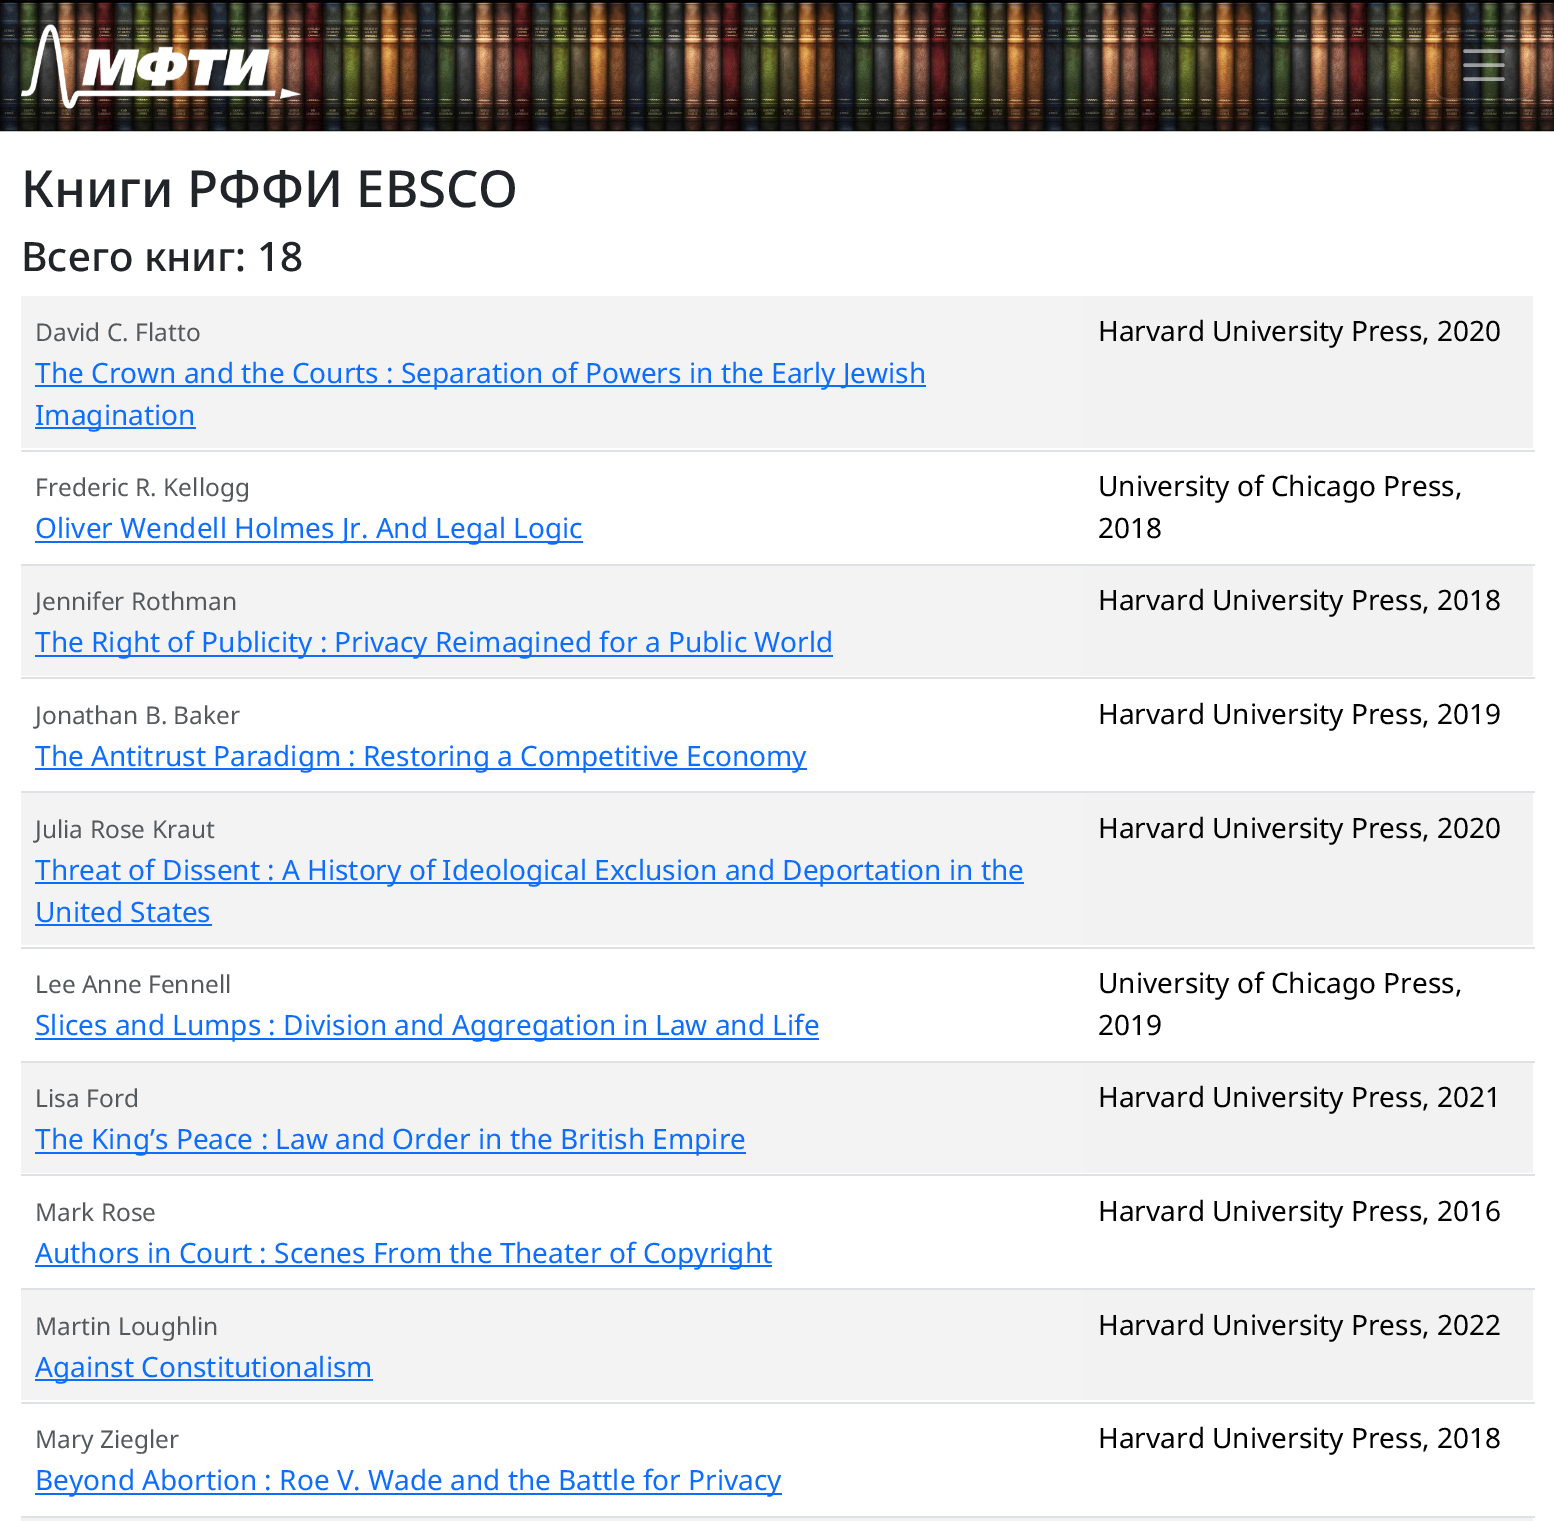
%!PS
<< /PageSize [1554 1521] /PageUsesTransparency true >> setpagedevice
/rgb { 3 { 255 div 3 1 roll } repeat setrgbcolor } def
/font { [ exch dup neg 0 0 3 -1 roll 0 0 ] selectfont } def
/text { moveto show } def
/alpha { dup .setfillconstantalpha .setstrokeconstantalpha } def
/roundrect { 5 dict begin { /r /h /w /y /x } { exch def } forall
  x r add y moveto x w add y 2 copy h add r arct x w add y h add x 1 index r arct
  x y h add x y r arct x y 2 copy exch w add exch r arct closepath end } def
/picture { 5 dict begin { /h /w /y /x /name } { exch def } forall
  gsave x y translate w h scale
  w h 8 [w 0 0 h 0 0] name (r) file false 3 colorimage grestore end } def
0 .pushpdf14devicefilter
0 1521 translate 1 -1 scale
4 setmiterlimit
255 255 255 rgb
0 0 1554 1521 rectfill
(img_01.rgb) 0 0 1554 132 picture
(img_02.rgb) 21 24 280 85 picture
0.1 alpha
2 setlinewidth
1436 31 96 68 10 roundrect stroke
0.55 alpha
3.5 setlinewidth
1 setlinecap
1465 51 moveto 38 0 rlineto 1465 65 moveto 38 0 rlineto 1465 79 moveto 38 0 rlineto stroke
1 alpha
243 243 243 rgb
21 296 1062 152 rectfill
13 110 253 rgb
35 385 891 2 rectfill
35 427 161 2 rectfill
242 242 242 rgb
1083 296 450 152 rectfill
222 226 230 rgb
21 450 1514 2 rectfill
13 110 253 rgb
35 541 548 2 rectfill
222 226 230 rgb
21 564 1514 2 rectfill
243 243 243 rgb
21 566 1062 110 rectfill
13 110 253 rgb
35 655 798 2 rectfill
242 242 242 rgb
1083 566 450 110 rectfill
222 226 230 rgb
21 677 1514 2 rectfill
13 110 253 rgb
35 768 772 2 rectfill
222 226 230 rgb
21 791 1514 2 rectfill
243 243 243 rgb
21 793 1062 152 rectfill
13 110 253 rgb
35 882 989 2 rectfill
35 924 177 2 rectfill
242 242 242 rgb
1083 793 450 152 rectfill
222 226 230 rgb
21 947 1514 2 rectfill
13 110 253 rgb
35 1038 784 2 rectfill
222 226 230 rgb
21 1061 1514 2 rectfill
243 243 243 rgb
21 1063 1062 110 rectfill
13 110 253 rgb
35 1152 711 2 rectfill
242 242 242 rgb
1083 1063 450 110 rectfill
222 226 230 rgb
21 1174 1514 2 rectfill
13 110 253 rgb
35 1265 737 2 rectfill
222 226 230 rgb
21 1288 1514 2 rectfill
243 243 243 rgb
21 1290 1062 110 rectfill
13 110 253 rgb
35 1379 338 2 rectfill
242 242 242 rgb
1083 1290 450 110 rectfill
222 226 230 rgb
21 1402 1514 2 rectfill
13 110 253 rgb
35 1493 747 2 rectfill
222 226 230 rgb
21 1516 1514 2 rectfill
242 242 242 rgb
21 1518 1512 3 rectfill
/NotoSans-Medium 51 font
33 37 41 rgb
(Книги РФФИ EBSCO) 21 207 text
/NotoSans-Medium 40.5 font
(Всего книг: 18) 21 271 text
/NotoSans-Regular 24.5 font
86 89 92 rgb
(David C. Flatto) 35 341 text
/NotoSans-Regular 28 font
13 110 253 rgb
(The Crown and the Courts : Separation of Powers in the Early Jewish) 35 383 text
(Imagination) 35 425 text
0 0 0 rgb
(Harvard University Press, 2020) 1098 341 text
/NotoSans-Regular 24.5 font
86 89 92 rgb
(Frederic R. Kellogg) 35 496 text
/NotoSans-Regular 28 font
13 110 253 rgb
(Oliver Wendell Holmes Jr. And Legal Logic) 35 538 text
0 0 0 rgb
(University of Chicago Press,) 1098 496 text
(2018) 1098 538 text
/NotoSans-Regular 24.5 font
86 89 92 rgb
(Jennifer Rothman) 35 610 text
/NotoSans-Regular 28 font
13 110 253 rgb
(The Right of Publicity : Privacy Reimagined for a Public World) 35 652 text
0 0 0 rgb
(Harvard University Press, 2018) 1098 610 text
/NotoSans-Regular 24.5 font
86 89 92 rgb
(Jonathan B. Baker) 35 724 text
/NotoSans-Regular 28 font
13 110 253 rgb
(The Antitrust Paradigm : Restoring a Competitive Economy) 35 766 text
0 0 0 rgb
(Harvard University Press, 2019) 1098 724 text
/NotoSans-Regular 24.5 font
86 89 92 rgb
(Julia Rose Kraut) 35 838 text
/NotoSans-Regular 28 font
13 110 253 rgb
(Threat of Dissent : A History of Ideological Exclusion and Deportation in the) 35 880 text
(United States) 35 922 text
0 0 0 rgb
(Harvard University Press, 2020) 1098 838 text
/NotoSans-Regular 24.5 font
86 89 92 rgb
(Lee Anne Fennell) 35 993 text
/NotoSans-Regular 28 font
13 110 253 rgb
(Slices and Lumps : Division and Aggregation in Law and Life) 35 1035 text
0 0 0 rgb
(University of Chicago Press,) 1098 993 text
(2019) 1098 1035 text
/NotoSans-Regular 24.5 font
86 89 92 rgb
(Lisa Ford) 35 1107 text
/NotoSans-Regular 28 font
13 110 253 rgb
(The King’s Peace : Law and Order in the British Empire) 35 1149 text
0 0 0 rgb
(Harvard University Press, 2021) 1098 1107 text
/NotoSans-Regular 24.5 font
86 89 92 rgb
(Mark Rose) 35 1221 text
/NotoSans-Regular 28 font
13 110 253 rgb
(Authors in Court : Scenes From the Theater of Copyright) 35 1263 text
0 0 0 rgb
(Harvard University Press, 2016) 1098 1221 text
/NotoSans-Regular 24.5 font
86 89 92 rgb
(Martin Loughlin) 35 1335 text
/NotoSans-Regular 28 font
13 110 253 rgb
(Against Constitutionalism) 35 1377 text
0 0 0 rgb
(Harvard University Press, 2022) 1098 1335 text
/NotoSans-Regular 24.5 font
86 89 92 rgb
(Mary Ziegler) 35 1448 text
/NotoSans-Regular 28 font
13 110 253 rgb
(Beyond Abortion : Roe V. Wade and the Battle for Privacy) 35 1490 text
0 0 0 rgb
(Harvard University Press, 2018) 1098 1448 text
.poppdf14devicefilter showpage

# # # #

_What the exercise asks_
When you reach the line in the material above that holds "w h 8 [w 0 0", begin reproducing lines exactly, and stop after the line that holds "0 1521 translate 1 -1 scale".

_Result for this exercise_
  w h 8 [w 0 0 h 0 0] name (r) file false 3 colorimage grestore end } def
0 .pushpdf14devicefilter
0 1521 translate 1 -1 scale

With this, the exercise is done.